For Azure Machine Learning compute clusters, ensure the following settings are configured:

• Set min_instances = 0 to allow clusters to scale to zero when idle
• Configure idle shutdown on compute instances (15–30 minutes for development workloads)
• Use low-priority (spot) compute for training jobs that are restartable, reducing compute costs by 60–80%

For organizations with predictable, sustained inference workloads, Azure Reservations and Provisioned Throughput Units (PTUs) for Azure OpenAI can provide significant savings compared to pay-as-you-go pricing.

4. Implement a Tagging Strategy for Cost Attribution

Without consistent resource tagging, it is impossible to attribute AI costs to the correct team, product, or cost center. This becomes a governance problem quickly in larger organizations.

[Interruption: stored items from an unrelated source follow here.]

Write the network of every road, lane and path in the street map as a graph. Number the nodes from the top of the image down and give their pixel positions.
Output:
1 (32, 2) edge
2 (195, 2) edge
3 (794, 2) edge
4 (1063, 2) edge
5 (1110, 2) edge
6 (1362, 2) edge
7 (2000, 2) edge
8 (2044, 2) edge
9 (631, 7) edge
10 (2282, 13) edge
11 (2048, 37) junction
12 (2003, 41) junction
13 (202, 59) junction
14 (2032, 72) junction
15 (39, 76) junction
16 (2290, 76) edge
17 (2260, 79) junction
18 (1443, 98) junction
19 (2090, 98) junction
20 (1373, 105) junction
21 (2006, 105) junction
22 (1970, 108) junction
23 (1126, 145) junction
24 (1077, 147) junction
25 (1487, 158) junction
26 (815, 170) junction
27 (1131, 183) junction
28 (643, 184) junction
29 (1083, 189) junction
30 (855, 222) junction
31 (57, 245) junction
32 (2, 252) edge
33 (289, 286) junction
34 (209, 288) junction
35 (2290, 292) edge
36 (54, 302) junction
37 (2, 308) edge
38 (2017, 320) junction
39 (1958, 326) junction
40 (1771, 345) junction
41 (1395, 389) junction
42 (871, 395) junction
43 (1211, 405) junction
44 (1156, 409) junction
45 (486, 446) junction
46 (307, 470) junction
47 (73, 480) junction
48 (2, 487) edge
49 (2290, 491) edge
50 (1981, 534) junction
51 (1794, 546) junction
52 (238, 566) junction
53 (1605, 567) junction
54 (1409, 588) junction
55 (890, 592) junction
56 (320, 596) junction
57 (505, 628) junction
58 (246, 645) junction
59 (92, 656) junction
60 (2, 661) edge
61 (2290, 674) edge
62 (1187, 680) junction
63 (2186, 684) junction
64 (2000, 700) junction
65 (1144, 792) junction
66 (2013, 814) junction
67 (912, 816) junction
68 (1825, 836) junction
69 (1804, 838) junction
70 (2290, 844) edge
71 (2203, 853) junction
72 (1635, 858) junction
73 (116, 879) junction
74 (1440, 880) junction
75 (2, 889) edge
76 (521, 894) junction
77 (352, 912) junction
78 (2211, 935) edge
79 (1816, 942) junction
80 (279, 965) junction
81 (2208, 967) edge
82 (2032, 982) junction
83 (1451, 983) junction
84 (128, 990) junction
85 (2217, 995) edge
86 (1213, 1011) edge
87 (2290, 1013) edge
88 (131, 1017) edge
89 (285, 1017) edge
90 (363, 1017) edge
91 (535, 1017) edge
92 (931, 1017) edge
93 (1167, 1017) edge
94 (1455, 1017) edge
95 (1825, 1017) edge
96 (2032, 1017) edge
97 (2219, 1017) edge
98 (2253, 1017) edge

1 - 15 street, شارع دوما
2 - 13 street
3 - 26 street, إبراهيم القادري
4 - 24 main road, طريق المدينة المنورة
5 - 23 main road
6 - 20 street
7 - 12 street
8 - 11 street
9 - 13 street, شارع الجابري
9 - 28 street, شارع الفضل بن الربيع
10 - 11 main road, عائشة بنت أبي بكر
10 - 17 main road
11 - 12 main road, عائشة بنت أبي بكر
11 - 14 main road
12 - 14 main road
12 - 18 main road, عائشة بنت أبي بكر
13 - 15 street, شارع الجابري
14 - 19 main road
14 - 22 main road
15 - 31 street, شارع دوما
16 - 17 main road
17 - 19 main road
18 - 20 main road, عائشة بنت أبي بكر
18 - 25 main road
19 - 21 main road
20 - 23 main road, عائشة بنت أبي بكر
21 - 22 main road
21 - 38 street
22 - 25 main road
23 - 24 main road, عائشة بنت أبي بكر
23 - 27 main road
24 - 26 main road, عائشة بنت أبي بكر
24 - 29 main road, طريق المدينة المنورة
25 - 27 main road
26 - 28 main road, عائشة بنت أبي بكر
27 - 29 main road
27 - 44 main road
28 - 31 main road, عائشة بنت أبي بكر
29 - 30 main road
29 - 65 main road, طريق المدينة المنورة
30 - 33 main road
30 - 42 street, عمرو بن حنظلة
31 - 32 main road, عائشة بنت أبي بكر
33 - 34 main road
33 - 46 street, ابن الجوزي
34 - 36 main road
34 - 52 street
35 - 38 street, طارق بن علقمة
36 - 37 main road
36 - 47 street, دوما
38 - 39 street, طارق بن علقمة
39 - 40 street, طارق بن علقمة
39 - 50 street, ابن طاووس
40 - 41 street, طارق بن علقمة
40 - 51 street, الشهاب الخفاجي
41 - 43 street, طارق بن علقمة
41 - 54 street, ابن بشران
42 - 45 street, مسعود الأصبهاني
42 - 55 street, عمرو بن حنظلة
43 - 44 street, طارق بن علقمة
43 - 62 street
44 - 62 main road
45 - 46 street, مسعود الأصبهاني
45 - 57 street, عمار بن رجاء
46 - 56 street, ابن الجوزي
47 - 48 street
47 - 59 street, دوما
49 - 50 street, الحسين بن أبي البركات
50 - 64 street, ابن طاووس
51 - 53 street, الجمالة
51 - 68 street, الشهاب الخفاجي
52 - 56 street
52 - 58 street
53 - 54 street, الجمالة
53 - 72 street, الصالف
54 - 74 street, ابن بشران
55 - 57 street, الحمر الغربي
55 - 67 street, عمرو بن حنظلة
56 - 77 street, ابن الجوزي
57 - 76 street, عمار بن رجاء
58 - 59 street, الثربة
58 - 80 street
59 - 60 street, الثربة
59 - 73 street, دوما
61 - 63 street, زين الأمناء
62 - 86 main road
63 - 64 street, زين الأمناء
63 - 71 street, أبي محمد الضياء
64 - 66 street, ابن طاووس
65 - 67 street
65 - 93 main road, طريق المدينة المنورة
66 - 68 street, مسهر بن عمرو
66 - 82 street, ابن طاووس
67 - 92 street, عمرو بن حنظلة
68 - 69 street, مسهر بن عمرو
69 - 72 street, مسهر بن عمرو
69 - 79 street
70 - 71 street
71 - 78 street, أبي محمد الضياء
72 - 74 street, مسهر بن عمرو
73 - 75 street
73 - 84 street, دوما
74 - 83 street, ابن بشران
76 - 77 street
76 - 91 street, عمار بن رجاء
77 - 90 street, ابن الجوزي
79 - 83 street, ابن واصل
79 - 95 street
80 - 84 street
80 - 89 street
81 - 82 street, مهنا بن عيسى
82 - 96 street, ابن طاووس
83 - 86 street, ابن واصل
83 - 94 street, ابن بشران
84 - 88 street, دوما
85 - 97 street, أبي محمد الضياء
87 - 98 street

I recommend enforcing the following tags on all AI-related resources using Azure Policy:

Tag	Purpose
workload	The product or feature the resource supports
environment	prod, staging, or dev
team	Owning team for chargeback
cost-center	Finance reference for billing

Azure Policy can be configured to audit or deny resource deployments that are missing required tags. Without this enforcement, tagging coverage will be inconsistent: complete for resources created carefully, and absent for those created under pressure.

5. Configure Budgets and Anomaly Alerts

Azure Cost Management supports budget alerts at the subscription, resource group, and resource level. For AI workloads, I recommend setting alerts at 50%, 80%, and 100% of the monthly budget rather than relying on a single threshold.

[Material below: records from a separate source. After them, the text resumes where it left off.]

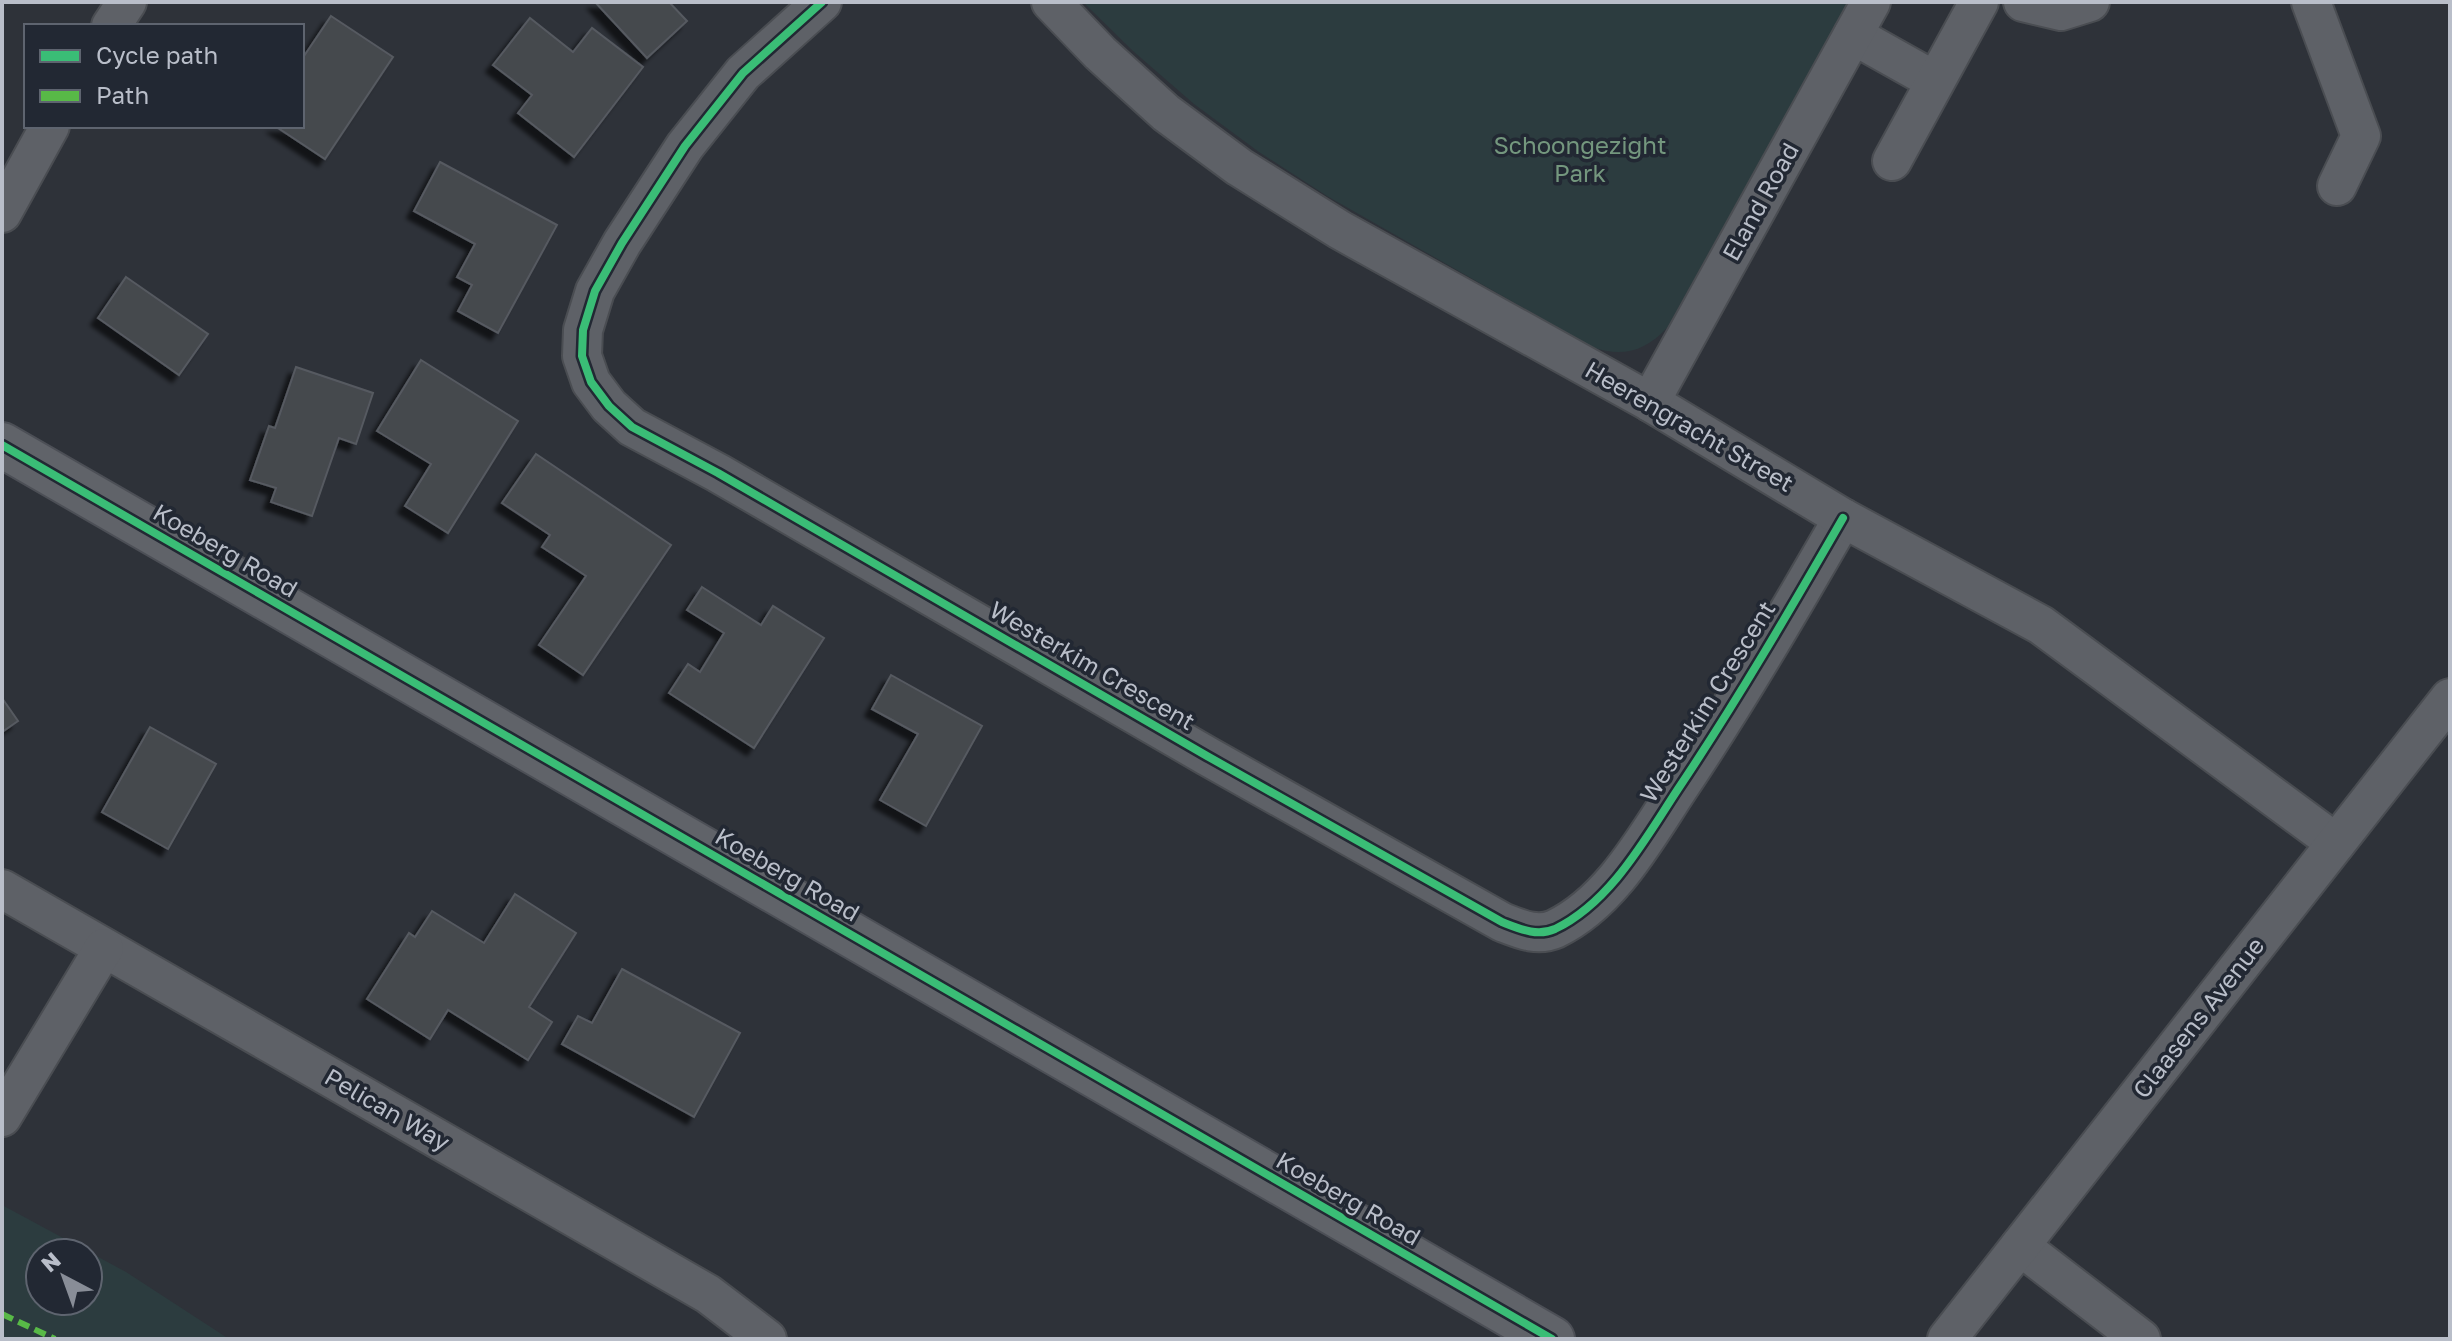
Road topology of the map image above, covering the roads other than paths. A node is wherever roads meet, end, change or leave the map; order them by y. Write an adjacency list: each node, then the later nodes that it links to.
1 (127, 2): 9 (street)
2 (822, 2): 18 (street, Westerkim Crescent)
3 (1051, 2): 16 (street, Heerengracht Street)
4 (1871, 2): 10 (street, Eland Road)
5 (1979, 2): 11 (street)
6 (2023, 2): 7 (street)
7 (2090, 2)
8 (2311, 2): 14 (street)
9 (112, 24)
10 (1853, 35): 11 (street); 16 (street, Eland Road)
11 (1935, 81): 13 (street)
12 (49, 128): 15 (street)
13 (1892, 161)
14 (2337, 186)
15 (2, 213)
16 (1650, 402): 18 (street, Heerengracht Street)
17 (2, 445): 26 (main road, Koeberg Road)
18 (1843, 518): 20 (street, Heerengracht Street)
19 (2450, 698): 20 (street, Claasens Avenue)
20 (2336, 843): 24 (street, Claasens Avenue)
21 (2, 889): 22 (street, Pelican Way)
22 (104, 948): 23 (street); 25 (street, Pelican Way)
23 (2, 1117)
24 (2020, 1246): 27 (street, Claasens Avenue); 28 (street)
25 (767, 1339)
26 (1552, 1339)
27 (1947, 1339)
28 (2141, 1339)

Following is the recommended alert configuration for an AI workload resource group:

• 50% alert – informational, sent to the engineering team
• 80% alert – actionable, triggers a review of current spend trends
• 100% alert – escalation, sent to both engineering and management

In addition to budget alerts, enable Cost anomaly alerts under Azure Cost Management. This feature detects unusual spend patterns. For example, a misconfigured retry loop hammering an Azure OpenAI endpoint will trigger an alert before the monthly total is significantly impacted.

Summary

AI workloads introduce cost patterns that are fundamentally different from traditional cloud resources. Token-based billing, GPU compute, and high-volume telemetry all require specific governance controls to prevent cost overruns.

By instrumenting usage data early, right-sizing compute, enforcing tagging through Azure Policy, and configuring meaningful budget alerts, organizations can maintain visibility and control over their AI spend, with no surprises when the invoice arrives.